INSTRUCTIONS TO FOLLOW
Work out the number of lines below containing the word "Eagle" and give nothing besides it.

[Collected data entries]
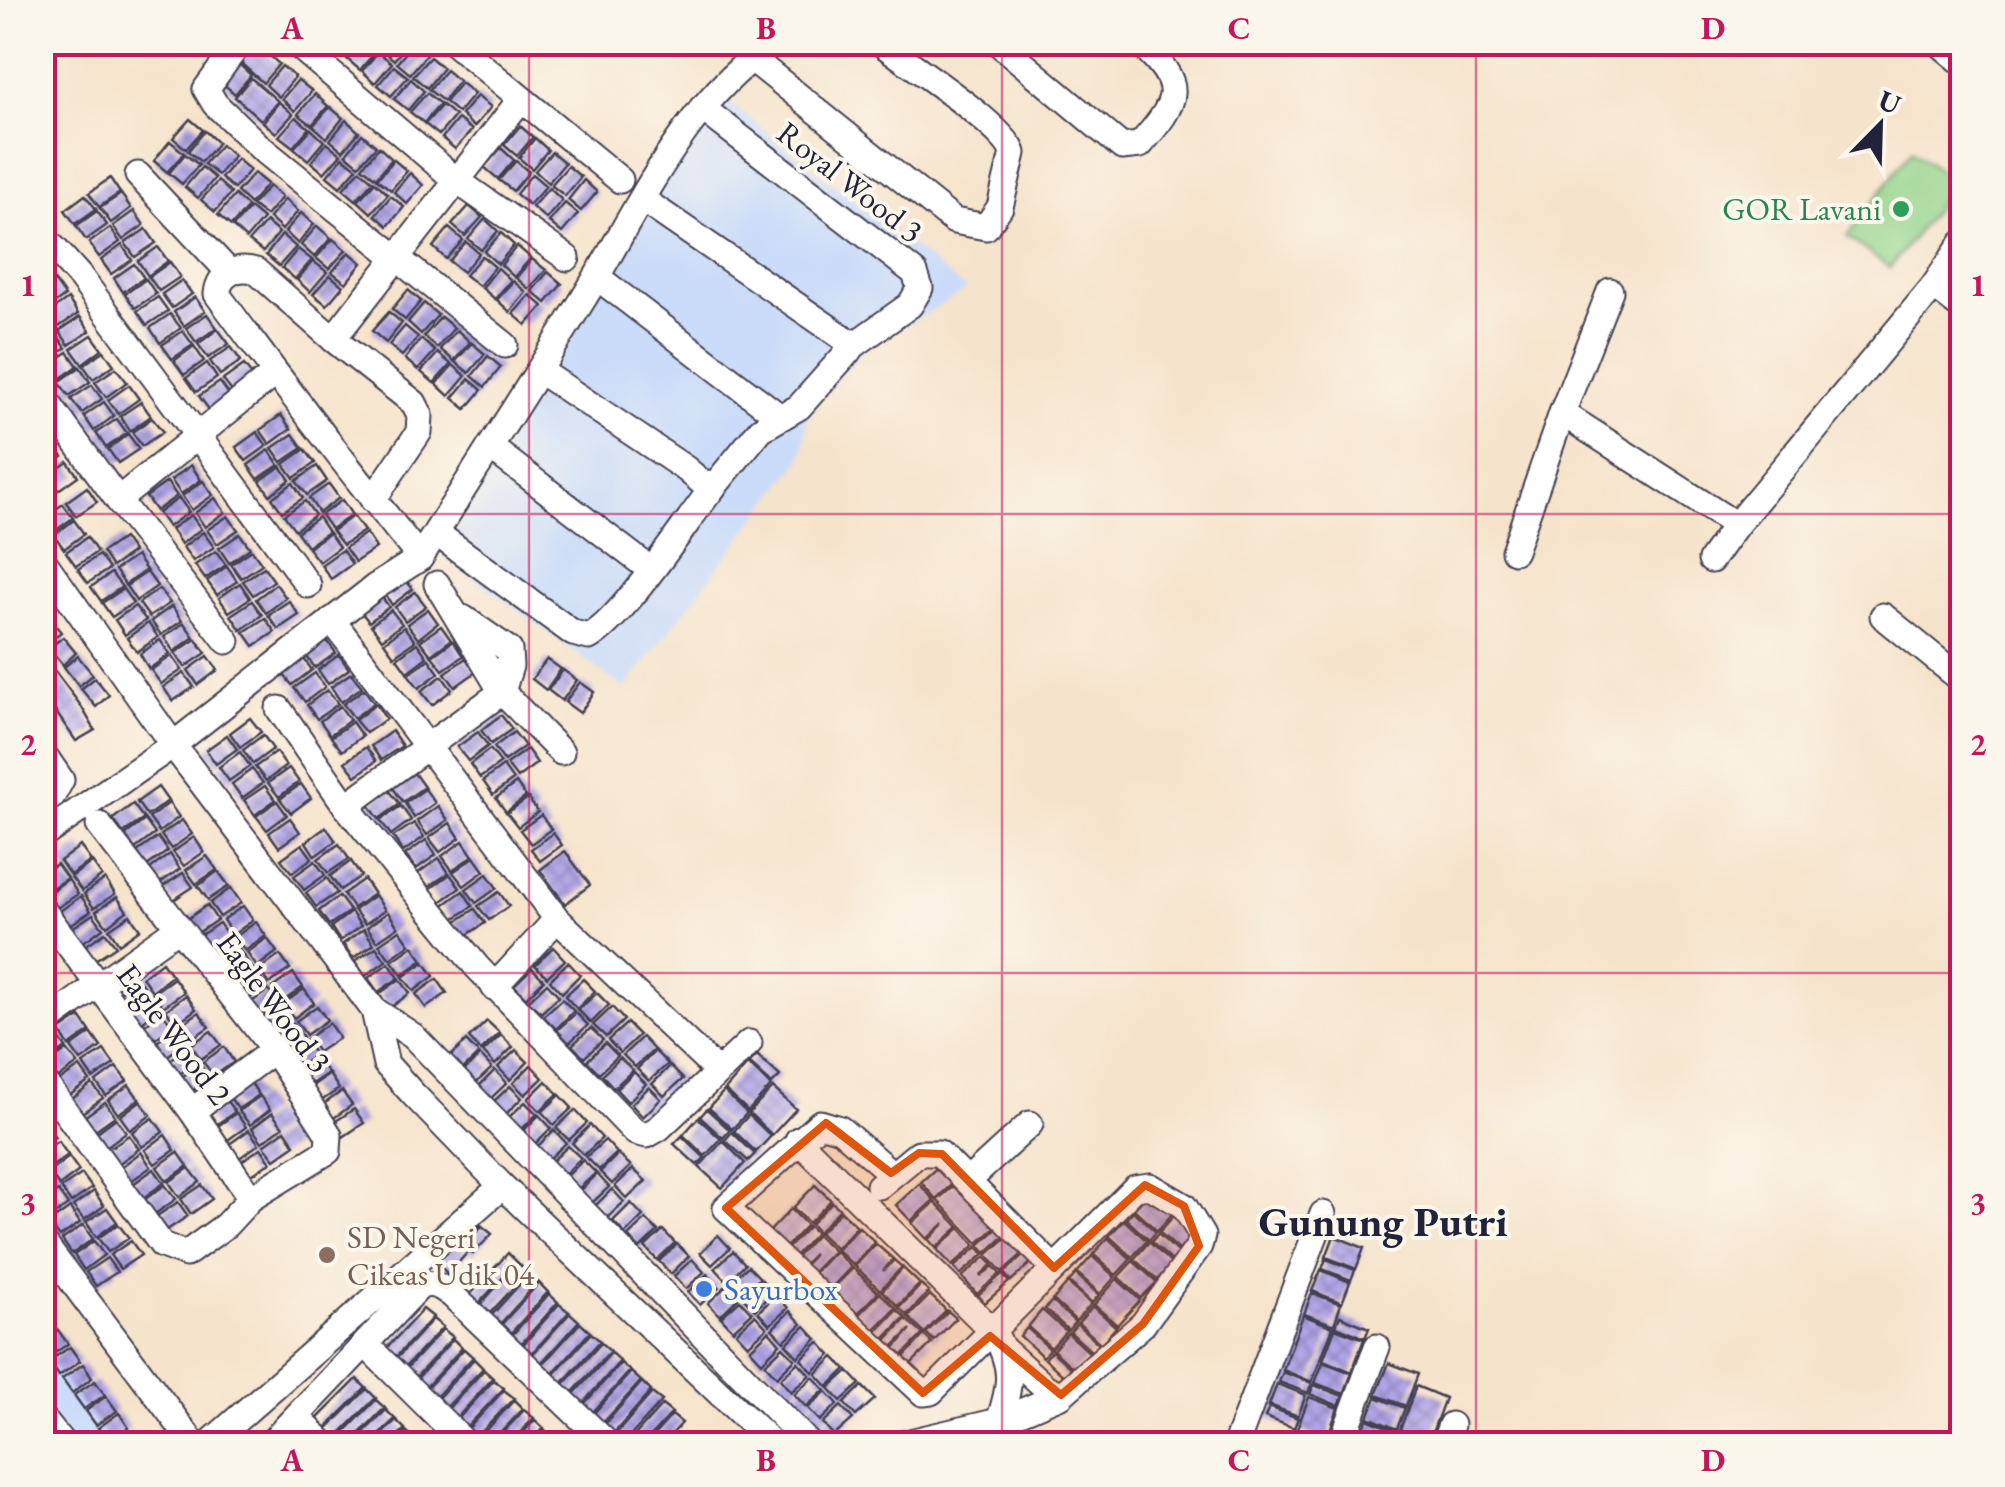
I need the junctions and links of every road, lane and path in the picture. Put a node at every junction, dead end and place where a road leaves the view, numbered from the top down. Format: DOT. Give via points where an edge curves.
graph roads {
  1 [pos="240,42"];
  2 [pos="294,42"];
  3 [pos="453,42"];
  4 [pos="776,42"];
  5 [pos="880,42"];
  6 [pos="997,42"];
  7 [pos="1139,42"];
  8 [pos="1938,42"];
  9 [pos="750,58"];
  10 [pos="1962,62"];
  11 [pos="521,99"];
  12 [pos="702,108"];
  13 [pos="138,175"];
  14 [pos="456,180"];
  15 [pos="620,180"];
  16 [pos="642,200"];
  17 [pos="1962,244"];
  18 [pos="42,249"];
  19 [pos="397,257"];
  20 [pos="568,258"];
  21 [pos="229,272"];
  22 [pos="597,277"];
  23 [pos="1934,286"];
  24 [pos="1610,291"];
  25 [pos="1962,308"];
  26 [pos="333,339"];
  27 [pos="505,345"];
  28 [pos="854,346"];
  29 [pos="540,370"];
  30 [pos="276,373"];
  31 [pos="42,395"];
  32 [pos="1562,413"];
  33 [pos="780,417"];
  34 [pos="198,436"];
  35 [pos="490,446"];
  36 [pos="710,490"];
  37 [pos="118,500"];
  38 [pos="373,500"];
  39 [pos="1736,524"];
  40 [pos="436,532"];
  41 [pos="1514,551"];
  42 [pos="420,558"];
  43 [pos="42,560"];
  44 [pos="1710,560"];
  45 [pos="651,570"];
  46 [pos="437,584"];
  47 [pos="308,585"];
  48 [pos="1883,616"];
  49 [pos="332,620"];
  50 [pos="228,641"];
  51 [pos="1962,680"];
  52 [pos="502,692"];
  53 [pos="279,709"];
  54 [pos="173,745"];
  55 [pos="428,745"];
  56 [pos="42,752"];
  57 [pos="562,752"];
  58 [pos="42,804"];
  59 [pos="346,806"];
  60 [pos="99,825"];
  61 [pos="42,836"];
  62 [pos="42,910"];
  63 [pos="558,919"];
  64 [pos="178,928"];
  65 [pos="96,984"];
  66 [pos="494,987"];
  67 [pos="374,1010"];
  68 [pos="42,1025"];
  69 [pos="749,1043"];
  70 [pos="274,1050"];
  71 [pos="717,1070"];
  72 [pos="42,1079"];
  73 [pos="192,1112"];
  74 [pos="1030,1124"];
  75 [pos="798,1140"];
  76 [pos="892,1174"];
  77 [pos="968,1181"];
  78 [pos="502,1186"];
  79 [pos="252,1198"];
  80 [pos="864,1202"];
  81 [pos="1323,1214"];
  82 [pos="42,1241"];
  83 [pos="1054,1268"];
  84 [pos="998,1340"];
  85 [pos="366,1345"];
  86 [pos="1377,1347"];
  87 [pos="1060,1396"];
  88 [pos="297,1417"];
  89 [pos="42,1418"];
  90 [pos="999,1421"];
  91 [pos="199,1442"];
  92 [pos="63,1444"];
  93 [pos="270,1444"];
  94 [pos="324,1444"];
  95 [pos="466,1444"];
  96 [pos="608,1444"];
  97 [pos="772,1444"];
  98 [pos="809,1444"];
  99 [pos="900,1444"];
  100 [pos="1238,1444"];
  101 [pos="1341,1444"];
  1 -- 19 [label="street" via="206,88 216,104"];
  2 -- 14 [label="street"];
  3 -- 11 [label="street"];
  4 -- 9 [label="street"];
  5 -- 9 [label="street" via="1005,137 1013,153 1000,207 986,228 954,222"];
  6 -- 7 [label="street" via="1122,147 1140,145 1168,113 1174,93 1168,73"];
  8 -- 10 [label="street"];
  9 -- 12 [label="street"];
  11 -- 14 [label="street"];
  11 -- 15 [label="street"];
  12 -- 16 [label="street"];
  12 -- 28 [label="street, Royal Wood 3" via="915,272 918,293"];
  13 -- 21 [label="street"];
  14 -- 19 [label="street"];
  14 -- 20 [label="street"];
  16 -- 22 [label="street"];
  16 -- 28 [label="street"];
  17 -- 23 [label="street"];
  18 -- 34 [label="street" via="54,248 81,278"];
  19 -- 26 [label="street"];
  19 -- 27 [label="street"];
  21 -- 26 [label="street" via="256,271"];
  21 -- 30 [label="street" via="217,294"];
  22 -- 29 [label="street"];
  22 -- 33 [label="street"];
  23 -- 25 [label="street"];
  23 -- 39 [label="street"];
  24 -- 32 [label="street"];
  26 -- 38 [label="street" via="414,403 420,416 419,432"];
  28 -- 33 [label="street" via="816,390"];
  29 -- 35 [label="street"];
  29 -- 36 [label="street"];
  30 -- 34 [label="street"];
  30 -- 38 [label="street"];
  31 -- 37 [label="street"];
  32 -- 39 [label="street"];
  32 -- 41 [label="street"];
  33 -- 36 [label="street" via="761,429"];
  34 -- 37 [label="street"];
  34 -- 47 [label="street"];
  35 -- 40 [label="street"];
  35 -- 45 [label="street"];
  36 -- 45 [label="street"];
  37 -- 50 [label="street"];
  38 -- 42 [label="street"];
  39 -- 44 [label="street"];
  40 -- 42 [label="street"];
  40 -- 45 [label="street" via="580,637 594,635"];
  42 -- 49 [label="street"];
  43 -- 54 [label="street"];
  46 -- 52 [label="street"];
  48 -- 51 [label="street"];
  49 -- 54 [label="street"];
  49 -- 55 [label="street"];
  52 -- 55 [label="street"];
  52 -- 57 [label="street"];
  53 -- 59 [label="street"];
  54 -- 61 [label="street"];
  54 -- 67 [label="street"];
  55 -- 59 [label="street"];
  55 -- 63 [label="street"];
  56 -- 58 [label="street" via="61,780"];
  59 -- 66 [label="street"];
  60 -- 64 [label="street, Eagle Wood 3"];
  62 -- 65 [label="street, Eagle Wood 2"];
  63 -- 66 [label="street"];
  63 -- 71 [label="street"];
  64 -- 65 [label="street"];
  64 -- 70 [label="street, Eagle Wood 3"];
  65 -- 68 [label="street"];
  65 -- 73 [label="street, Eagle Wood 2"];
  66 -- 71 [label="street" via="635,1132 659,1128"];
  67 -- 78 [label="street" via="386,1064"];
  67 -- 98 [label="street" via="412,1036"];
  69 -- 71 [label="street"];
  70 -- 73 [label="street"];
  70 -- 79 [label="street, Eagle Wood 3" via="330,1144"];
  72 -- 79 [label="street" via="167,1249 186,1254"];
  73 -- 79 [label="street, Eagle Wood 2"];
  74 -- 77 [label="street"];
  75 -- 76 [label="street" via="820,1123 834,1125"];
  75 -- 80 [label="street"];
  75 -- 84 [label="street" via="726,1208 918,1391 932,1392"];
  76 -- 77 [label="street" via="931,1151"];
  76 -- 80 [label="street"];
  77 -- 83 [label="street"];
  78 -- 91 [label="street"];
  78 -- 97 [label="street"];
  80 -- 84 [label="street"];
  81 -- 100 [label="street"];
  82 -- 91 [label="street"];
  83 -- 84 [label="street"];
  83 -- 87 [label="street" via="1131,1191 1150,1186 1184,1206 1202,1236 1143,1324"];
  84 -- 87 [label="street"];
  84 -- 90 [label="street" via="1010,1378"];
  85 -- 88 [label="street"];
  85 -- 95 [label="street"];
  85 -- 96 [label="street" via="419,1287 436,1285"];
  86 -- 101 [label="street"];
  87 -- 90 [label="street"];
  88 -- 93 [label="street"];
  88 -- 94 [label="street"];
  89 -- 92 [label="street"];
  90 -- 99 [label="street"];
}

OUTPUT OF THE TASK
6